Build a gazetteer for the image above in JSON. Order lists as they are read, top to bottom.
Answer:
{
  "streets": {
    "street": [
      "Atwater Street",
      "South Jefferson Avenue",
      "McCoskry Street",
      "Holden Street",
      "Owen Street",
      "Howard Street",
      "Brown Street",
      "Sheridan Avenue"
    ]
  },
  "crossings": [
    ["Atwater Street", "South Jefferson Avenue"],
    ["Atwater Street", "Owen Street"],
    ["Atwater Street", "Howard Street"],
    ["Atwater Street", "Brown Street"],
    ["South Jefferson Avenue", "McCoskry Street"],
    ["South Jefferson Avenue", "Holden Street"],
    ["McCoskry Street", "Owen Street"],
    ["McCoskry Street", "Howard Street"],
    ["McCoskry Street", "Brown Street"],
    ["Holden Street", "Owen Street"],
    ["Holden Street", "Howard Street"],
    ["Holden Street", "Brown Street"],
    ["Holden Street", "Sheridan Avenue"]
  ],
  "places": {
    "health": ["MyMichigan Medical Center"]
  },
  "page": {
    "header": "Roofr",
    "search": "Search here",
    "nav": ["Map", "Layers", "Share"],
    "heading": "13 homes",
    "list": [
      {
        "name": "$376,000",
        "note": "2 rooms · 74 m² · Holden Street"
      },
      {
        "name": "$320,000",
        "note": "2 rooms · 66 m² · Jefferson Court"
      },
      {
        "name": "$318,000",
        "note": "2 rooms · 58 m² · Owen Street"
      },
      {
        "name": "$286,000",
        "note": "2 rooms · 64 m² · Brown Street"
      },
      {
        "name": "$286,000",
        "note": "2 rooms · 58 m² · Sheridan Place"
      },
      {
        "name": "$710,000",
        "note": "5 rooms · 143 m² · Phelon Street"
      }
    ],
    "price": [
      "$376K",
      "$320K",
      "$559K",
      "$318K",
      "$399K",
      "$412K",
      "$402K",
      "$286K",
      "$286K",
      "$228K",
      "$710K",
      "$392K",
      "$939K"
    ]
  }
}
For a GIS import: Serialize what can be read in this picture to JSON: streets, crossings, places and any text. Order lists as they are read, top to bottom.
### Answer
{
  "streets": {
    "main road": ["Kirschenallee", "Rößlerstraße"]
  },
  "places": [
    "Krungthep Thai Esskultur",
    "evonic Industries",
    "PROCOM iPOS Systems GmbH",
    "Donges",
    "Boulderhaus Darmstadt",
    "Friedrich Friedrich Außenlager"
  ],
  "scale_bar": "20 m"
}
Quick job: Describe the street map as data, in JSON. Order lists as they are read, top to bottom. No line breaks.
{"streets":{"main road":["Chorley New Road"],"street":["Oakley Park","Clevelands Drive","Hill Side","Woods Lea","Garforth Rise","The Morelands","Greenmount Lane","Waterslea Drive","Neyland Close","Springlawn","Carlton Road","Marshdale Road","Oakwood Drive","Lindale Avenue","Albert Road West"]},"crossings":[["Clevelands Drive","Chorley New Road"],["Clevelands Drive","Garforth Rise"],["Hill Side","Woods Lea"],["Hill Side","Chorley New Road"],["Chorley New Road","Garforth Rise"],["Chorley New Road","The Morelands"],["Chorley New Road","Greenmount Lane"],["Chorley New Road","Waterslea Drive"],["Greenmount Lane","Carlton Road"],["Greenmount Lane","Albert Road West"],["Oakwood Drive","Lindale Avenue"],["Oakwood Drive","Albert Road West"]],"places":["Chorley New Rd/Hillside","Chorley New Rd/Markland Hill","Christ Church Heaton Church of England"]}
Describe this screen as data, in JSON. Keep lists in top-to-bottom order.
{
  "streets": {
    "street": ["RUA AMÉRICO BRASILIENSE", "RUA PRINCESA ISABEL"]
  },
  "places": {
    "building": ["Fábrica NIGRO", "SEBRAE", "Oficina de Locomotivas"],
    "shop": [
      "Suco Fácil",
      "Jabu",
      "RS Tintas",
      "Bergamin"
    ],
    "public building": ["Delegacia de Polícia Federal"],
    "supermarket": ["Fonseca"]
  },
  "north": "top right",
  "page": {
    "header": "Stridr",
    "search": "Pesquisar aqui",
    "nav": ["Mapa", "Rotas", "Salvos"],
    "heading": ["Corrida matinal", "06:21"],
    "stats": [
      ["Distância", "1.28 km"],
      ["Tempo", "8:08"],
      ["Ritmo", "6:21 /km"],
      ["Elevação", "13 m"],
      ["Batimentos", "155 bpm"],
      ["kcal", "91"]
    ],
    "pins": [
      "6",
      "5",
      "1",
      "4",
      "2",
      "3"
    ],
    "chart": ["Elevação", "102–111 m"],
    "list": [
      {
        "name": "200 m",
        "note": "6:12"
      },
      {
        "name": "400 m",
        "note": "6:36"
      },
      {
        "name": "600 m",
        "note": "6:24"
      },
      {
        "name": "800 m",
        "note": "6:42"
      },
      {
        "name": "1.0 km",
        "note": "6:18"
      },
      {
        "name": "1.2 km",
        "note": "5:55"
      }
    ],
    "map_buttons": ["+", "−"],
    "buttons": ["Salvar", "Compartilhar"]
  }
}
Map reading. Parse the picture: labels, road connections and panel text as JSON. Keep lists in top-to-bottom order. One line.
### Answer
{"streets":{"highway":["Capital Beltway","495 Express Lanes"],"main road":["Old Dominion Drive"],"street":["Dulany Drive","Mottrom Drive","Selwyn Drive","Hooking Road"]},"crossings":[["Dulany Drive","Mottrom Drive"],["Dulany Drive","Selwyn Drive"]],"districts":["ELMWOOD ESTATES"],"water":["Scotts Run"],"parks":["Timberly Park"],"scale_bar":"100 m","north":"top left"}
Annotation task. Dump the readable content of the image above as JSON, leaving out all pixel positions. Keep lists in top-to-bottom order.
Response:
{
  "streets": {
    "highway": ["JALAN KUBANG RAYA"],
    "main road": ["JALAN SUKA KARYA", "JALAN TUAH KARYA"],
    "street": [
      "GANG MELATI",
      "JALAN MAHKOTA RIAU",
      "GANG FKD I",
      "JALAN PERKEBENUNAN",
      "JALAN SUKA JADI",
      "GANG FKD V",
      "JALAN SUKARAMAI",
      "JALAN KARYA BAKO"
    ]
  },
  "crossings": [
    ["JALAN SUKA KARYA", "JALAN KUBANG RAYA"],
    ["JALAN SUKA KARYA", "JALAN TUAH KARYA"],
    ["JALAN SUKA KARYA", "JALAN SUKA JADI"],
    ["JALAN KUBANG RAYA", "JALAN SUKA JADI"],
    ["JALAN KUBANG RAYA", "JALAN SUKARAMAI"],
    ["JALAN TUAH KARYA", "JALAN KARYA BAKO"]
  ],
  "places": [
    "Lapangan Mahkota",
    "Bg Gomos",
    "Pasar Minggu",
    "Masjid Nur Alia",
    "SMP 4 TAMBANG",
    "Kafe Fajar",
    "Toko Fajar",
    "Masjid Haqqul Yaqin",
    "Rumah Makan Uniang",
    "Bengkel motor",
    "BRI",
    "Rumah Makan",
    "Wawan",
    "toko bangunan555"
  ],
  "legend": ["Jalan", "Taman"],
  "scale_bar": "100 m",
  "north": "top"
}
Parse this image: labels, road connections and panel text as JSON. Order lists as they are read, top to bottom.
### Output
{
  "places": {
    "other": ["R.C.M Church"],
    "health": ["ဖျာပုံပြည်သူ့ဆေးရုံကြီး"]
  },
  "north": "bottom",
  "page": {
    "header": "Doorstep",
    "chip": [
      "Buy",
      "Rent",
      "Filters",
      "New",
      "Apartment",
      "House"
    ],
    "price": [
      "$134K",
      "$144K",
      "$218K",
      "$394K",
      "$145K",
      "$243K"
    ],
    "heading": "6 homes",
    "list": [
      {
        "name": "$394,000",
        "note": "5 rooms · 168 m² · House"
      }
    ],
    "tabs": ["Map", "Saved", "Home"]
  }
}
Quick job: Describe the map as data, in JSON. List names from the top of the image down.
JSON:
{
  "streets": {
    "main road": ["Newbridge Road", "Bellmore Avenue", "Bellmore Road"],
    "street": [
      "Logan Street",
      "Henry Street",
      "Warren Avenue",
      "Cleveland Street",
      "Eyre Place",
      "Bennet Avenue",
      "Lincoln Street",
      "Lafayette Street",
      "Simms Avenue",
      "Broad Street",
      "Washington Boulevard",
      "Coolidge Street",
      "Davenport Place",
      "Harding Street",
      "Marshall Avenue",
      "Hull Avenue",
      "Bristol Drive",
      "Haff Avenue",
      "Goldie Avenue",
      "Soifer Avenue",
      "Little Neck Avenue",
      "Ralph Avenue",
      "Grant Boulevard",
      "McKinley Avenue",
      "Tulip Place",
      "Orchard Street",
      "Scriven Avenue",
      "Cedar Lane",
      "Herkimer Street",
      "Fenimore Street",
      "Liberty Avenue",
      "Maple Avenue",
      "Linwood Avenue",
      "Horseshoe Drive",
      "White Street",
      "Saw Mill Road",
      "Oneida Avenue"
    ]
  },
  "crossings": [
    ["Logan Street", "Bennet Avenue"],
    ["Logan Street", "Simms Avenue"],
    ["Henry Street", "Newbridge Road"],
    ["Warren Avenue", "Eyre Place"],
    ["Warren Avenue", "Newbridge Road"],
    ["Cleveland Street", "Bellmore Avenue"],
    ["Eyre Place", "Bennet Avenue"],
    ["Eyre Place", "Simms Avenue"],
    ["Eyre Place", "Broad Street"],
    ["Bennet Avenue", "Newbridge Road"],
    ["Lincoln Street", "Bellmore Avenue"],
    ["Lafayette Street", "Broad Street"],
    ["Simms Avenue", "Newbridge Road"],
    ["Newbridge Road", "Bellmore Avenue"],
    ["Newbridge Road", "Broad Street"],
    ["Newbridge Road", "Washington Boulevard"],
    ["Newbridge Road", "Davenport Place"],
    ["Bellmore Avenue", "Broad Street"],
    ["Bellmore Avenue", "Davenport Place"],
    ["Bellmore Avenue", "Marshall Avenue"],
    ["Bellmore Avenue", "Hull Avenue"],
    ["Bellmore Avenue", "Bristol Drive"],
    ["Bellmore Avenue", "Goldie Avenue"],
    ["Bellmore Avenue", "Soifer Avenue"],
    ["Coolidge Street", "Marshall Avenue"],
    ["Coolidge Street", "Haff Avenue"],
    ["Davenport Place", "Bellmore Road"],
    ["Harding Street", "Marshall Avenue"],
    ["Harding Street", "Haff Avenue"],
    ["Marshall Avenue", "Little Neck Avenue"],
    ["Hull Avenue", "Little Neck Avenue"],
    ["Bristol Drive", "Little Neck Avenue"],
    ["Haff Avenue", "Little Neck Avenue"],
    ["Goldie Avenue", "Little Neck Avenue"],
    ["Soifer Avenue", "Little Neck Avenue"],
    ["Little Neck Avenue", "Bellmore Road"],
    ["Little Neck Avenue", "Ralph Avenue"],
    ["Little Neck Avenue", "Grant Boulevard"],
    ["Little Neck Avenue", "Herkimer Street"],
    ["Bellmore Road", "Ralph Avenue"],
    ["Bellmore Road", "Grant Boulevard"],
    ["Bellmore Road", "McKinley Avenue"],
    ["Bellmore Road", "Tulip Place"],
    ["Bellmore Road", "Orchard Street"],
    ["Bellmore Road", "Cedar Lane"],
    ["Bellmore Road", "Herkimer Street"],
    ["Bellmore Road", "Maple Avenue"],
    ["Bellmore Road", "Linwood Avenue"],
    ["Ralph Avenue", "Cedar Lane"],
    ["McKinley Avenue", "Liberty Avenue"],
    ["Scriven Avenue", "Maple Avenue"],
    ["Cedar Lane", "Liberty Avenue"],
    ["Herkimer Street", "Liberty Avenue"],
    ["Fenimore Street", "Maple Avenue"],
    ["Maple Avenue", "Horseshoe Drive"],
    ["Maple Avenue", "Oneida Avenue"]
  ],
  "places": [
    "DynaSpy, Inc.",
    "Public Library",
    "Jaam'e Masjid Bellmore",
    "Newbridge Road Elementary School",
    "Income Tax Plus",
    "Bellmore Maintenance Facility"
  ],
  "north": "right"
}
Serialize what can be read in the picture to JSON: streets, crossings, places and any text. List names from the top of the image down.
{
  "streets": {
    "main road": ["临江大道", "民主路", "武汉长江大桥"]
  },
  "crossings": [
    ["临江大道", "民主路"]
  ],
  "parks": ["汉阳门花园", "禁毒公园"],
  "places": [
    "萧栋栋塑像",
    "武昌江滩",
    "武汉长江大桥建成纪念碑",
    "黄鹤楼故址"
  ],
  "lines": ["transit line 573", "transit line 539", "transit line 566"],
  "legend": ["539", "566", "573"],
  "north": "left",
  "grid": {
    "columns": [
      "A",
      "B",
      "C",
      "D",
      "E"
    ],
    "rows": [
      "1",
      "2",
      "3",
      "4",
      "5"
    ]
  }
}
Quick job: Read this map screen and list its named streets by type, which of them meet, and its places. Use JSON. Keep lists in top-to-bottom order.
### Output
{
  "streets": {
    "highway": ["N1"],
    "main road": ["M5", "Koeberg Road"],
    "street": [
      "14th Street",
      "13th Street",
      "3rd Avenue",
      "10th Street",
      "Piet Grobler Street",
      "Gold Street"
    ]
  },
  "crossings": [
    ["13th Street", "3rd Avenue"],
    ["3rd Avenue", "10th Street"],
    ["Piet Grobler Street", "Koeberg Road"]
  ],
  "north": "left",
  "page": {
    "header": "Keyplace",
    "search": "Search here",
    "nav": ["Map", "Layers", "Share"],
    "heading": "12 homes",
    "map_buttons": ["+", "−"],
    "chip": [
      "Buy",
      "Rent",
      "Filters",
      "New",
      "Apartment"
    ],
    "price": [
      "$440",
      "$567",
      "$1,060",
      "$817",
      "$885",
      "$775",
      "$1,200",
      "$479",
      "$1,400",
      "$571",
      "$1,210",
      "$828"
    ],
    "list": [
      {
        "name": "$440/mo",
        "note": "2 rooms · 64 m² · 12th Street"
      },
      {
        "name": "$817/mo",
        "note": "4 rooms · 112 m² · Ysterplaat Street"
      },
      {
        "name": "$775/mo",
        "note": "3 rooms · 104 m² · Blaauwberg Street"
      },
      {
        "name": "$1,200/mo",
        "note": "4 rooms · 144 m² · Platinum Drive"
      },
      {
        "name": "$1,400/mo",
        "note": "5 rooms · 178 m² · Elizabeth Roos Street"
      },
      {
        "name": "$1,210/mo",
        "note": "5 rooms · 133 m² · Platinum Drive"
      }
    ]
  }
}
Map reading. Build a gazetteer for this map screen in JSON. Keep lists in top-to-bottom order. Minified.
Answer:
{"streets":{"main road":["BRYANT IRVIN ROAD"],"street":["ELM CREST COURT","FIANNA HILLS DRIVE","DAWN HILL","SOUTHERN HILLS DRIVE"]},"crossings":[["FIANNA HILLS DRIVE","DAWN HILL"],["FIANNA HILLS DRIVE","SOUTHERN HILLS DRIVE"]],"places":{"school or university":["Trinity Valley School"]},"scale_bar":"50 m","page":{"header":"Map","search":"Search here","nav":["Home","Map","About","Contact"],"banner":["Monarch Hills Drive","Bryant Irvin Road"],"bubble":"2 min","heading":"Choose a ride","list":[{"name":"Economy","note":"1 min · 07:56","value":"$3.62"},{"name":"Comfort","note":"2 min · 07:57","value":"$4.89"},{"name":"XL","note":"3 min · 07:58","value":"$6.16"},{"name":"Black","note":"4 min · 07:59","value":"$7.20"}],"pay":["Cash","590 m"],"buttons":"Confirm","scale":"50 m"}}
+++++
- Requirement -
For each line of the entries that contains the word "BAKO", make a copy.

- Answer for this exercise -
      "JALAN KARYA BAKO"
    ["JALAN TUAH KARYA", "JALAN KARYA BAKO"]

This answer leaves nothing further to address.